YOUR ASSIGNMENT
Below is a block of records. Copy every line in it that contains the word "down".

[Stored dataset items]
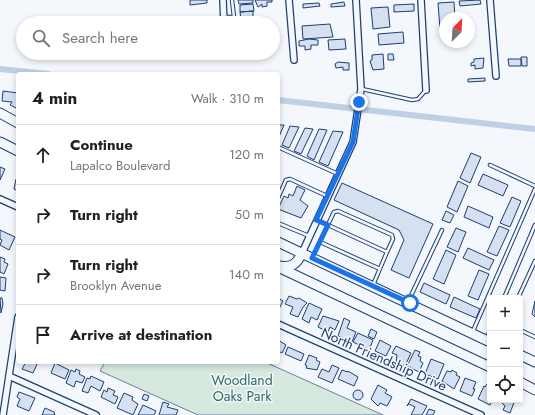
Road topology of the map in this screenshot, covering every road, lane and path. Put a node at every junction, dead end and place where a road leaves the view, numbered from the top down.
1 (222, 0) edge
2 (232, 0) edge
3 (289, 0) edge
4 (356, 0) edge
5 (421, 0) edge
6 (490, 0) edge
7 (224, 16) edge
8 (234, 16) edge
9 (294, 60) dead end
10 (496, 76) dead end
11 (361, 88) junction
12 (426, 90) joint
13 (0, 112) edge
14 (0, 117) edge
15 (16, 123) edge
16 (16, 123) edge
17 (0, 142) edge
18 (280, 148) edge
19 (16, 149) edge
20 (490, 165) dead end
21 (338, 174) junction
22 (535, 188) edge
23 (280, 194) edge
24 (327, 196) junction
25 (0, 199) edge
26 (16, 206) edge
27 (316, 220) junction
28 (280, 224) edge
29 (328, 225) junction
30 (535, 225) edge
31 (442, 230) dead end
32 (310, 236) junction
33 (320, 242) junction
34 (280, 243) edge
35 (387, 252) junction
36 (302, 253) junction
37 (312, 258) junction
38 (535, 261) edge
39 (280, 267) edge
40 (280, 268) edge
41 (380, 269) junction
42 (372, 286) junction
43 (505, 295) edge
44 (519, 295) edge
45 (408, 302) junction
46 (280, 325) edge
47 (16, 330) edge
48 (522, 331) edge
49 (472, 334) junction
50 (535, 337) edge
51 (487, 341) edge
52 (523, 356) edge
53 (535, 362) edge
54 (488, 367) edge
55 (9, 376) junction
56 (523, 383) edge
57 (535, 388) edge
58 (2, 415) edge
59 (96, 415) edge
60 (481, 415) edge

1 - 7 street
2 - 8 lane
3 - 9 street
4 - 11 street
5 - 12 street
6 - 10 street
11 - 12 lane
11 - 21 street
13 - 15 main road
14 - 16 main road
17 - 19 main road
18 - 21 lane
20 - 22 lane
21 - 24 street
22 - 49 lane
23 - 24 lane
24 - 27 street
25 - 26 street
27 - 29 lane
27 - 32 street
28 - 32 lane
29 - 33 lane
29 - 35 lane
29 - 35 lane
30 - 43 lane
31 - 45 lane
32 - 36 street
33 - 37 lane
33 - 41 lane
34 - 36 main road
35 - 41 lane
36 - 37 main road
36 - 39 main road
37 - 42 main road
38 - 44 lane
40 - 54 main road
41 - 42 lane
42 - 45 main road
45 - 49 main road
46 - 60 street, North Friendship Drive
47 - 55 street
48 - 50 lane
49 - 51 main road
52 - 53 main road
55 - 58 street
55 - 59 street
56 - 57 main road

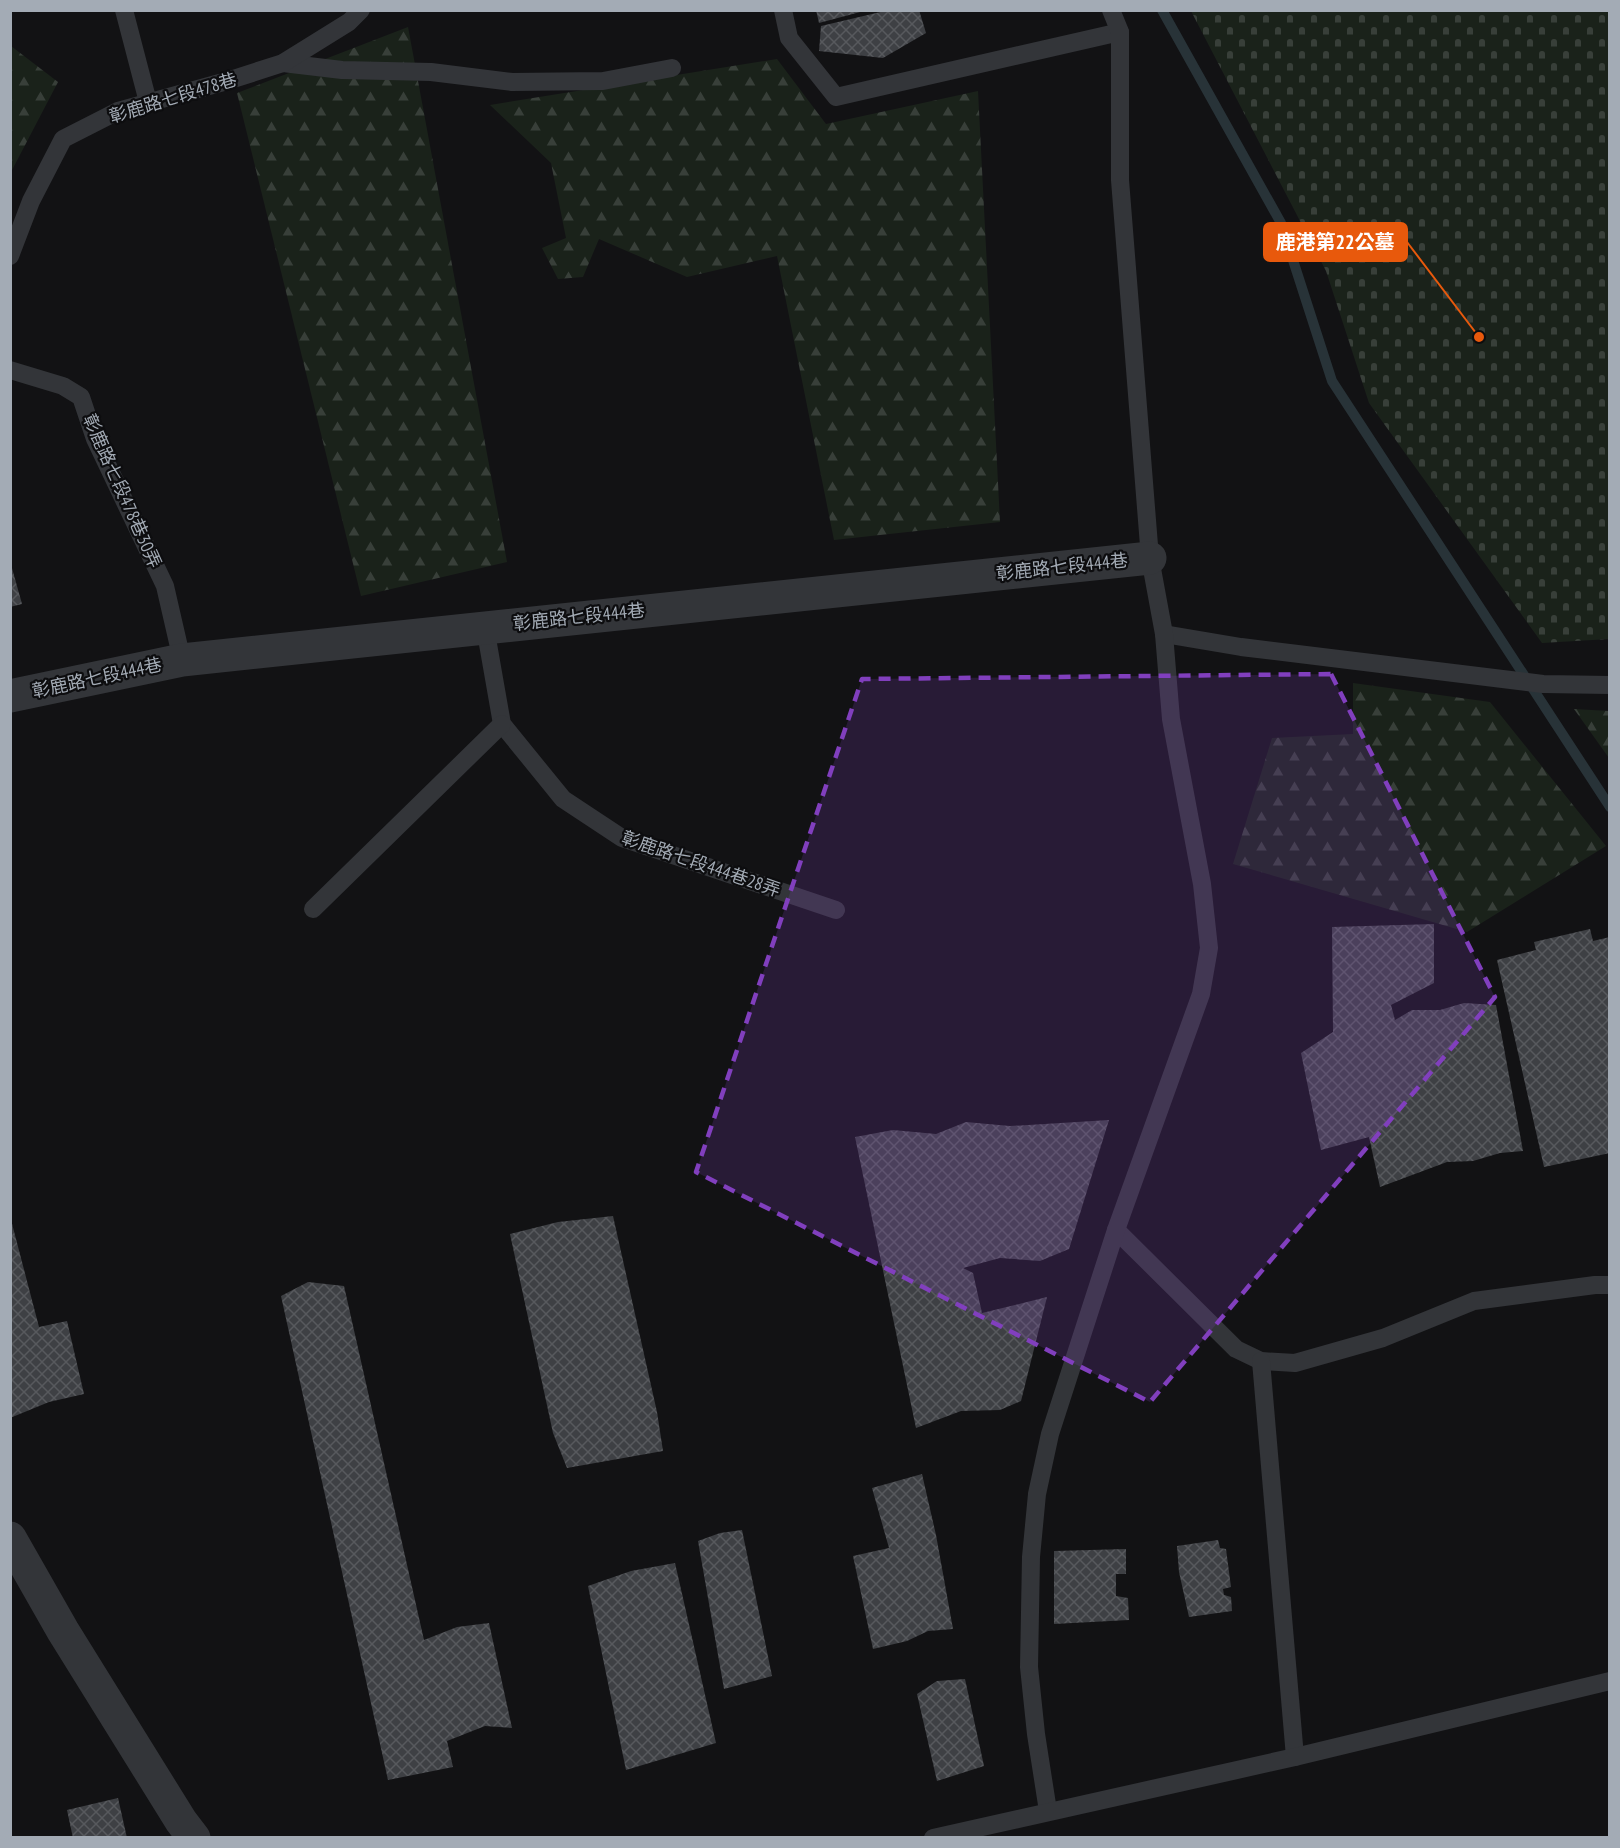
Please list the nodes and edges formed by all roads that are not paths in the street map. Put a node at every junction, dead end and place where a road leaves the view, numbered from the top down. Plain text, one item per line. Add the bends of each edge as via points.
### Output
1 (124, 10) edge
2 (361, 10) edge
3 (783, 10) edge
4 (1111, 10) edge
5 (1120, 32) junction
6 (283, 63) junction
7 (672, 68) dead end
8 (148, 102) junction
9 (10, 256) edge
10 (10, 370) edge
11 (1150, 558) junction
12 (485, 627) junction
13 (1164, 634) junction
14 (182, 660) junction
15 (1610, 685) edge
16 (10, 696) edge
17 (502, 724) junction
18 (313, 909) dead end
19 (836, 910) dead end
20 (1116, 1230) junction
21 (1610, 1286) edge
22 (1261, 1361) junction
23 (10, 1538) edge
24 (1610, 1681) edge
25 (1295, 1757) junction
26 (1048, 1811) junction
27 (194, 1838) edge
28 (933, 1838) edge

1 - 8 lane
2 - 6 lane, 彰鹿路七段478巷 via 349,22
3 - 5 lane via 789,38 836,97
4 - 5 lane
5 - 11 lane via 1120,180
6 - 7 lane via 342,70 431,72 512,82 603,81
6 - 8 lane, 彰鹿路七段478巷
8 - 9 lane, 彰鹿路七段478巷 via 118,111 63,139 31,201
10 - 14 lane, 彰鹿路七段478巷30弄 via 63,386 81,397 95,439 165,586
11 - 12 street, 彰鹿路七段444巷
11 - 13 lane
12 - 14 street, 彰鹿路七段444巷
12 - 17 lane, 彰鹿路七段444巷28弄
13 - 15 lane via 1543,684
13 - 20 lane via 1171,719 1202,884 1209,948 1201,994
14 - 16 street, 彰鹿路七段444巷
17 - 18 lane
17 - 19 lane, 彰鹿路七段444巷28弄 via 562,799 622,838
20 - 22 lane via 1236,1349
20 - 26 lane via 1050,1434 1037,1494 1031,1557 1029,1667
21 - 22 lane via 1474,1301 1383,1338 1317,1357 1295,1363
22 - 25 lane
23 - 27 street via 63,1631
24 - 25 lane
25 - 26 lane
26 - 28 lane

SOLUTION FOR THIS PROBLEM
Road topology of the map in this screenshot, covering every road, lane and path. Put a node at every junction, dead end and place where a road leaves the view, numbered from the top down.
Please list the nodes and edges formed by all roads that are not paths in the street map. Put a node at every junction, dead end and place where a road leaves the view, numbered from the top down. Plain text, one item per line. Add the bends of each edge as via points.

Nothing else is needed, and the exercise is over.